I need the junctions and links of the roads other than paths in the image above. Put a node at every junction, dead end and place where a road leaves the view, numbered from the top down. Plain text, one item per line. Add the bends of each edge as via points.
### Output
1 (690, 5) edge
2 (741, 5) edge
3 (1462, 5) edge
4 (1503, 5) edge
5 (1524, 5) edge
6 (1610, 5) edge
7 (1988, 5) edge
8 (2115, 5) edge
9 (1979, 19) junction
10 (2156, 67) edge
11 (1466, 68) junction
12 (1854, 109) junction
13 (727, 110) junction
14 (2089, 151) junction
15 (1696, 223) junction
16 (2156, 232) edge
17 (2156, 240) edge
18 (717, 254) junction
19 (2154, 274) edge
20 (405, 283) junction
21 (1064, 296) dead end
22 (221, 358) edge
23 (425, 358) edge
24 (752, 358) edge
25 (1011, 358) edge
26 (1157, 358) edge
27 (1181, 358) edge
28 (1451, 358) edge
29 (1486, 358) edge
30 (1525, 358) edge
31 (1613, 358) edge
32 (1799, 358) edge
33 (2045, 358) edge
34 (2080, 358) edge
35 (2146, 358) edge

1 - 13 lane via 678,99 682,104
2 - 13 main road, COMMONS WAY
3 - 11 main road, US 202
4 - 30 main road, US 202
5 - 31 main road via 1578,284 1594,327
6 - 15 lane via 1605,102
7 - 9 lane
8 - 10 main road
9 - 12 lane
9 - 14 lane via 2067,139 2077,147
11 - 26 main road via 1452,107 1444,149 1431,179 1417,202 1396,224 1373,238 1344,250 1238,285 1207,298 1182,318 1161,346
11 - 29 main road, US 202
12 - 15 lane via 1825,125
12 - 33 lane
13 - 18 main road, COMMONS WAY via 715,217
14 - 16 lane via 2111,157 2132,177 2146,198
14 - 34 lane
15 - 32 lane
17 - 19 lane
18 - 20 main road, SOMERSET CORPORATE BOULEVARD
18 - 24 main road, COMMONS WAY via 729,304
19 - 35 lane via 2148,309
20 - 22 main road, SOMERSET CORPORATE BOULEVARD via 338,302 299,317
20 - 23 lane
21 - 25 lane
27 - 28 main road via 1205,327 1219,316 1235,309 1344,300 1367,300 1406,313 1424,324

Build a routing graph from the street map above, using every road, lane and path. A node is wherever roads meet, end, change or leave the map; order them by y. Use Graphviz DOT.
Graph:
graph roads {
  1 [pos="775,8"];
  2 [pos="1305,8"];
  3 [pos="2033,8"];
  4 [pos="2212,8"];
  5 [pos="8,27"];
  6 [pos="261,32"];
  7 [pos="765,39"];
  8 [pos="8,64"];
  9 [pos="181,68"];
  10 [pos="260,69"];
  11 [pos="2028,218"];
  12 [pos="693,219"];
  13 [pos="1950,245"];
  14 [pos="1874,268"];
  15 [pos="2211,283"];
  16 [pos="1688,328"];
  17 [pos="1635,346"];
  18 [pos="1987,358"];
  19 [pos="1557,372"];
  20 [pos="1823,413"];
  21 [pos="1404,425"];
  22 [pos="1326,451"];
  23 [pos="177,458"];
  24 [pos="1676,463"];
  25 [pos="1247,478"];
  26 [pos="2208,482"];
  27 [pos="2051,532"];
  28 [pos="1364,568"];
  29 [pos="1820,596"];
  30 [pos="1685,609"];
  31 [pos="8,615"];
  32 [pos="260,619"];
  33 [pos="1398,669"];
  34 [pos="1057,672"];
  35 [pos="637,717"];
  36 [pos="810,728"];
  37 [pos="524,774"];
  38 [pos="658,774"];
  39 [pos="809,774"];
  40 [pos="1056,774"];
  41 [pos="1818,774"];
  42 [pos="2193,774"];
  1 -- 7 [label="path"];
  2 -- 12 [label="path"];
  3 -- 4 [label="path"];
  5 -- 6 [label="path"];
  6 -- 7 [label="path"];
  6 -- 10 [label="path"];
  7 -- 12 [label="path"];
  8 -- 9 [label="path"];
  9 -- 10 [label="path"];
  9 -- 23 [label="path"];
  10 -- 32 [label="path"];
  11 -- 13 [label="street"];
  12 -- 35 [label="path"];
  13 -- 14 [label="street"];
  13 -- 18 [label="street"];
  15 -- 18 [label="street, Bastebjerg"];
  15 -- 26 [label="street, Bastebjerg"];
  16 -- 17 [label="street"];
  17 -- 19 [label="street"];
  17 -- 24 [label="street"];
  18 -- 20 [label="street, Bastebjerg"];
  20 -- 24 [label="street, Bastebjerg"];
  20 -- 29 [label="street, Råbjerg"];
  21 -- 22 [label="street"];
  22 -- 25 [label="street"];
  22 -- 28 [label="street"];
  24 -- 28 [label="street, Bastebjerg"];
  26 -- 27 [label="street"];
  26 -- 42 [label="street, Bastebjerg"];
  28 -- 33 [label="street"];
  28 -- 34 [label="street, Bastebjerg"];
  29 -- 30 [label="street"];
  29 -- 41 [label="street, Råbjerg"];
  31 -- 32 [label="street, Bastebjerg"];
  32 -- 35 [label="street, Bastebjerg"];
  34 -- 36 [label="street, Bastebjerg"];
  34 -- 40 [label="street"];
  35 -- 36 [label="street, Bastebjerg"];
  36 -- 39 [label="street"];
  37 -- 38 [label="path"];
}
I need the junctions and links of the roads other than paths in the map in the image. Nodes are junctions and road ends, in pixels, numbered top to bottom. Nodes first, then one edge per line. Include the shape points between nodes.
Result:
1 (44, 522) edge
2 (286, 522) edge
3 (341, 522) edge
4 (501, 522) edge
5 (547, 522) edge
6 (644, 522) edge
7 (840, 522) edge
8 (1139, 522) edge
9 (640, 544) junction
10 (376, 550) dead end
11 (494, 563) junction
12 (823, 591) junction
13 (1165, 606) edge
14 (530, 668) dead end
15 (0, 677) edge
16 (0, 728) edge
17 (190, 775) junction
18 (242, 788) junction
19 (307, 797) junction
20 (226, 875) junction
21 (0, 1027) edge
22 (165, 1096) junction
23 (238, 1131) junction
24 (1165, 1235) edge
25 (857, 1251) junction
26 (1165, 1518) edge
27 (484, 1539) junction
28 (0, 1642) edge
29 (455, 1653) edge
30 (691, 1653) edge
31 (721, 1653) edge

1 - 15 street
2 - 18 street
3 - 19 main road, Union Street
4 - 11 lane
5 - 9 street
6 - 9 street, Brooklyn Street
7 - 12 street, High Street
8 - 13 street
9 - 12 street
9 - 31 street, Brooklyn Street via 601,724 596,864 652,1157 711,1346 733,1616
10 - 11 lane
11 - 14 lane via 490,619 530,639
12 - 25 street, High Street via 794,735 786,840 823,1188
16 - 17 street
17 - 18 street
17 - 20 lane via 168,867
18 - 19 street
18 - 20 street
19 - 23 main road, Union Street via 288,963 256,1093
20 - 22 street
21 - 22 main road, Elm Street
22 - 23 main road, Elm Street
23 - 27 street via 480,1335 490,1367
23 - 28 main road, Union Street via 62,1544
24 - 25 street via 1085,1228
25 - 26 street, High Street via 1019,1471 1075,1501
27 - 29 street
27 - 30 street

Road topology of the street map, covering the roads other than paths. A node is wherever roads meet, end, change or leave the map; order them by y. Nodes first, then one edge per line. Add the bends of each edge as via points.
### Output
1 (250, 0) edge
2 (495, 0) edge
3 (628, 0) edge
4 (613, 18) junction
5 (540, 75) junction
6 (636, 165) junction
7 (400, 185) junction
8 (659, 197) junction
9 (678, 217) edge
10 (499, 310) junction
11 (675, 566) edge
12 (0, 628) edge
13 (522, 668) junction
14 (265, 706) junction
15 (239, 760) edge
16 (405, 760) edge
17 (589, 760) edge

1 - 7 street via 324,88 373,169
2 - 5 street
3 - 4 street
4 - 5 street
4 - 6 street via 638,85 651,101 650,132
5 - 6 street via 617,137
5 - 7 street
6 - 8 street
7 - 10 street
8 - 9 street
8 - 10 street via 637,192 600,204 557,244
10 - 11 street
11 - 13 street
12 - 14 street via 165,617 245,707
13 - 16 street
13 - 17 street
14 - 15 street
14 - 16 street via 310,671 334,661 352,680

Activity: Quote only the lines from the line containing "Road topology of" through the end of the entries, keeping the first and the last.

Response for this exercise:
Road topology of the street map, covering the roads other than paths. A node is wherever roads meet, end, change or leave the map; order them by y. Nodes first, then one edge per line. Add the bends of each edge as via points.
### Output
1 (250, 0) edge
2 (495, 0) edge
3 (628, 0) edge
4 (613, 18) junction
5 (540, 75) junction
6 (636, 165) junction
7 (400, 185) junction
8 (659, 197) junction
9 (678, 217) edge
10 (499, 310) junction
11 (675, 566) edge
12 (0, 628) edge
13 (522, 668) junction
14 (265, 706) junction
15 (239, 760) edge
16 (405, 760) edge
17 (589, 760) edge

1 - 7 street via 324,88 373,169
2 - 5 street
3 - 4 street
4 - 5 street
4 - 6 street via 638,85 651,101 650,132
5 - 6 street via 617,137
5 - 7 street
6 - 8 street
7 - 10 street
8 - 9 street
8 - 10 street via 637,192 600,204 557,244
10 - 11 street
11 - 13 street
12 - 14 street via 165,617 245,707
13 - 16 street
13 - 17 street
14 - 15 street
14 - 16 street via 310,671 334,661 352,680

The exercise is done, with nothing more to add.